PROTECTION OF MICE FROM LETHAL ENDOTOXEMIA BY USE OF AN ORNITHINE-CONTAINING LIPID OR A SERINE-CONTAINING LIPID

The effects of an ornithine-containing lipid [alpha-N-(3-acyloxyacyl)-ornithine (Orn-L)] or a serine-containing lipid [alpha-N-(3-acyloxyacyl)-serine (Ser-L)] from Flavobacterium meningosepticum on lethal endotoxemia in mice were examined. When 500-mu-g of Orn-L was intravenously administered 1 h before intravenous administration of a lethal dose of endotoxin, none of the mice died.
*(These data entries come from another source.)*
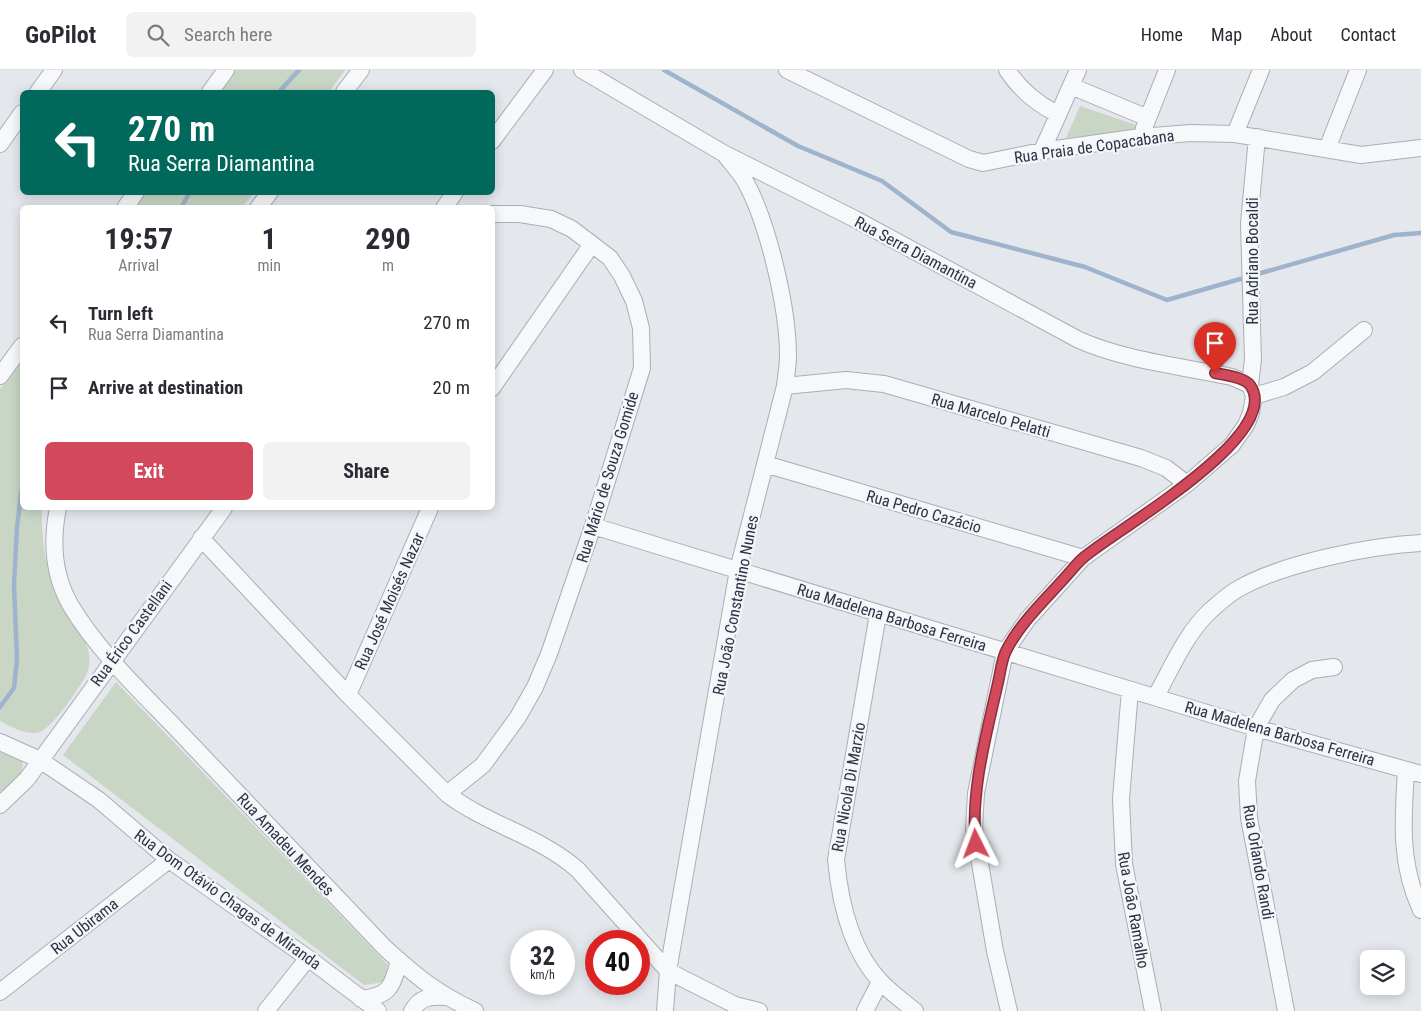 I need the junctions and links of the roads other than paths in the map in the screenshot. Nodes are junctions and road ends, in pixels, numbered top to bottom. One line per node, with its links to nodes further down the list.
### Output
1 (54, 70): 13 (street)
2 (226, 70): 14 (street)
3 (361, 70): 15 (street)
4 (545, 70): 20 (street)
5 (582, 70): 27 (street, Rua Serra Diamantina)
6 (787, 70): 26 (street, Rua Praia de Copacabana)
7 (1007, 70): 16 (street)
8 (1078, 70): 12 (street)
9 (1167, 70): 18 (street)
10 (1261, 70): 19 (street)
11 (1358, 70): 25 (street)
12 (1071, 86): 16 (street); 18 (street)
13 (39, 90)
14 (211, 90)
15 (346, 90)
16 (1057, 114): 26 (street)
17 (20, 116): 23 (street)
18 (1148, 118): 21 (street)
19 (1235, 134): 21 (street, Rua Praia de Copacabana); 22 (street, Rua Praia de Copacabana)
20 (495, 137)
21 (1140, 137): 26 (street, Rua Praia de Copacabana)
22 (1257, 137): 25 (street, Rua Praia de Copacabana); 35 (street, Rua Adriano Bocaldi)
23 (0, 144)
24 (1421, 148): 25 (street, Rua Praia de Copacabana)
25 (1327, 149)
26 (1042, 151)
27 (723, 153): 34 (street, Rua João Constantino Nunes); 35 (street, Rua Serra Diamantina)
28 (495, 214): 29 (street, Rua Mário de Souza Gomide)
29 (592, 244): 33 (street); 41 (street, Rua Mário de Souza Gomide)
30 (1364, 330): 35 (street)
31 (20, 349): 32 (street)
32 (0, 376)
33 (495, 384)
34 (785, 386): 36 (street, Rua João Constantino Nunes); 37 (street, Rua Marcelo Pelatti)
35 (1253, 395): 37 (street, Rua Adriano Bocaldi)
36 (765, 464): 44 (street, Rua Pedro Cazácio); 45 (street, Rua João Constantino Nunes)
37 (1187, 484): 44 (street, Rua Adriano Bocaldi)
38 (58, 510): 48 (street, Rua Amadeu Mendes)
39 (222, 510): 42 (street, Rua Érico Castellani)
40 (429, 510): 51 (street, Rua José Moisés Nazar)
41 (593, 526): 45 (street, Rua Madelena Barbosa Ferreira); 57 (street, Rua Mário de Souza Gomide)
42 (201, 538): 48 (street, Rua Érico Castellani); 51 (street)
43 (1421, 543): 52 (street)
44 (1083, 558): 47 (street, Rua Adriano Bocaldi)
45 (738, 570): 46 (street, Rua Madelena Barbosa Ferreira); 63 (street, Rua João Constantino Nunes)
46 (878, 614): 47 (street, Rua Madelena Barbosa Ferreira); 64 (street, Rua Nicola Di Marzio)
47 (1005, 652): 50 (street, Rua Madelena Barbosa Ferreira); 68 (street)
48 (112, 660): 55 (street, Rua Érico Castellani); 62 (street, Rua Amadeu Mendes)
49 (1334, 667): 53 (street, Rua Orlando Randi)
50 (1130, 690): 52 (street, Rua Madelena Barbosa Ferreira); 77 (street, Rua João Ramalho)
51 (348, 695): 57 (street)
52 (1156, 696): 53 (street, Rua Madelena Barbosa Ferreira)
53 (1256, 728): 56 (street, Rua Madelena Barbosa Ferreira); 78 (street, Rua Orlando Randi)
54 (0, 742): 55 (street, Rua Dom Otávio Chagas de Miranda)
55 (40, 760): 58 (street, Rua Érico Castellani); 59 (street, Rua Dom Otávio Chagas de Miranda)
56 (1414, 772): 60 (street)
57 (447, 794): 63 (street)
58 (0, 805)
59 (169, 860): 61 (street, Rua Dom Otávio Chagas de Miranda); 65 (street, Rua Ubirama)
60 (1421, 910)
61 (308, 958): 67 (street, Rua Dom Otávio Chagas de Miranda); 69 (street)
62 (399, 961): 66 (street, Rua Amadeu Mendes); 67 (street)
63 (668, 970): 73 (street, Rua João Constantino Nunes); 74 (street)
64 (880, 982): 75 (street); 76 (street, Rua Nicola Di Marzio)
65 (0, 992)
66 (445, 997): 71 (street); 72 (street, Rua Amadeu Mendes)
67 (361, 998): 70 (street, Rua Dom Otávio Chagas de Miranda)
68 (1006, 1009)
69 (266, 1011)
70 (378, 1011)
71 (412, 1011)
72 (475, 1011)
73 (665, 1011)
74 (759, 1011)
75 (866, 1011)
76 (915, 1011)
77 (1153, 1011)
78 (1286, 1011) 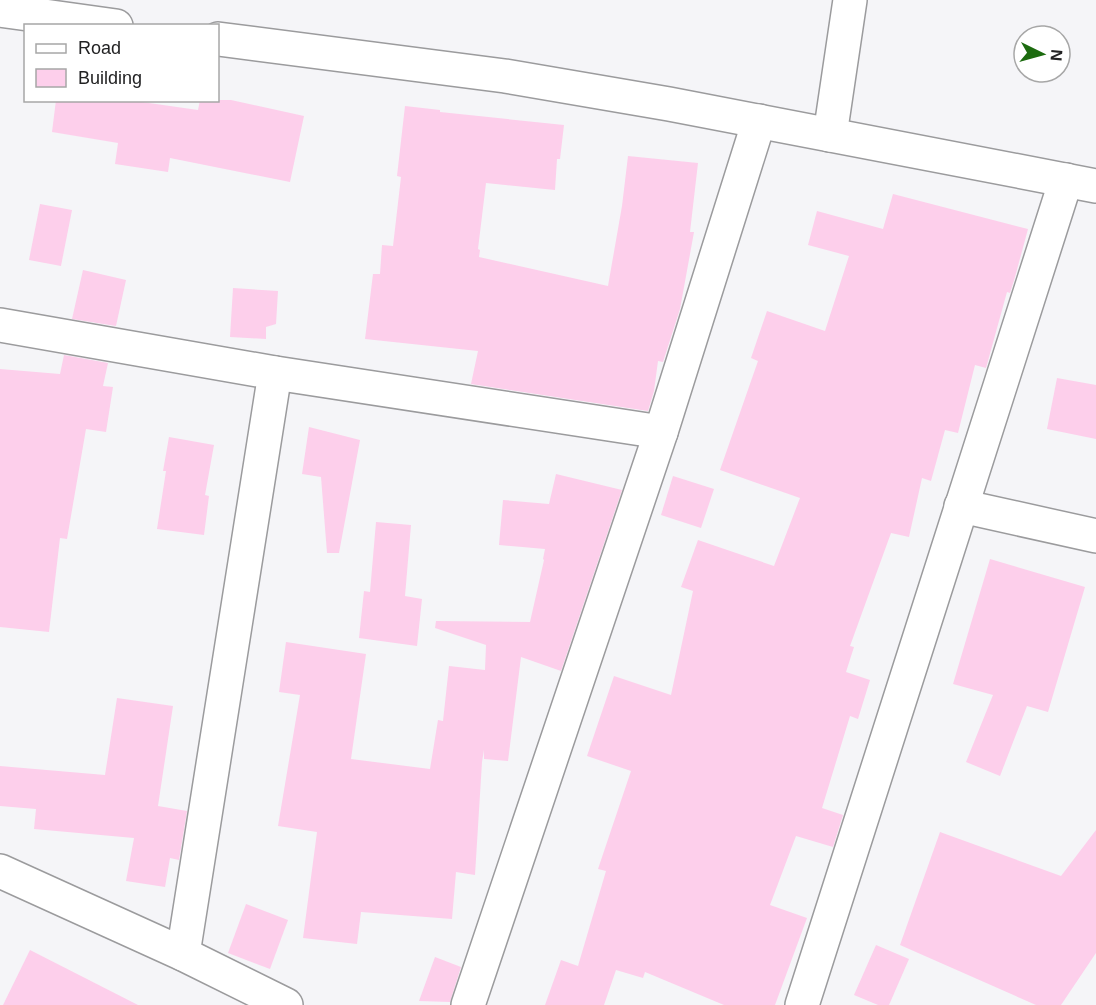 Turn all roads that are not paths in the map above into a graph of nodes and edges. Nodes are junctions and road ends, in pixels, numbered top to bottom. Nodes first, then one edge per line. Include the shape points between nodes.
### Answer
1 (850, 0) edge
2 (0, 10) edge
3 (102, 24) edge
4 (219, 39) edge
5 (759, 121) junction
6 (830, 135) junction
7 (1081, 183) edge
8 (0, 325) edge
9 (275, 373) junction
10 (661, 432) junction
11 (961, 506) junction
12 (1096, 536) edge
13 (0, 871) edge
14 (183, 954) junction
15 (286, 1005) edge
16 (468, 1005) edge
17 (802, 1005) edge

1 - 6 street
2 - 3 street
4 - 5 street via 505,76
5 - 6 street
5 - 10 street
6 - 7 street
7 - 11 street
8 - 9 street
9 - 10 street
9 - 14 street
10 - 16 street
11 - 12 street
11 - 17 street
13 - 14 street
14 - 15 street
The protective effect of Ser-L was weaker than that of Orn-L. Light and electron microscopic studies demonstrated that necrosis of hepatocytes caused by endotoxin was prevented by pretreatment with Orn-L. Furthermore, Kupffer cells were activated morphologically 1 h after the administration of Orn-L or Ser-L, and the liposomes of the lipoamino acids were incorporated into phagolysosomes in activated Kupffer cells. The activity of tumor necrosis factor in sera of endotoxin-treated mice was decreased markedly by pretreatment of mice with Orn-L. In vitro, the lipoamino acids suppressed endotoxin-induced tumor necrosis factor generation but did not suppress tumor necrosis factor generation induced by zymosan and whole cells of Staphylococcus aureus. These results suggested that Orn-L and Ser-L can be used as specific blocking agents against endotoxin. The blocking mechanism may be antagonistic, because of the structural similarities between the lipoamino acids and endotoxin lipid A.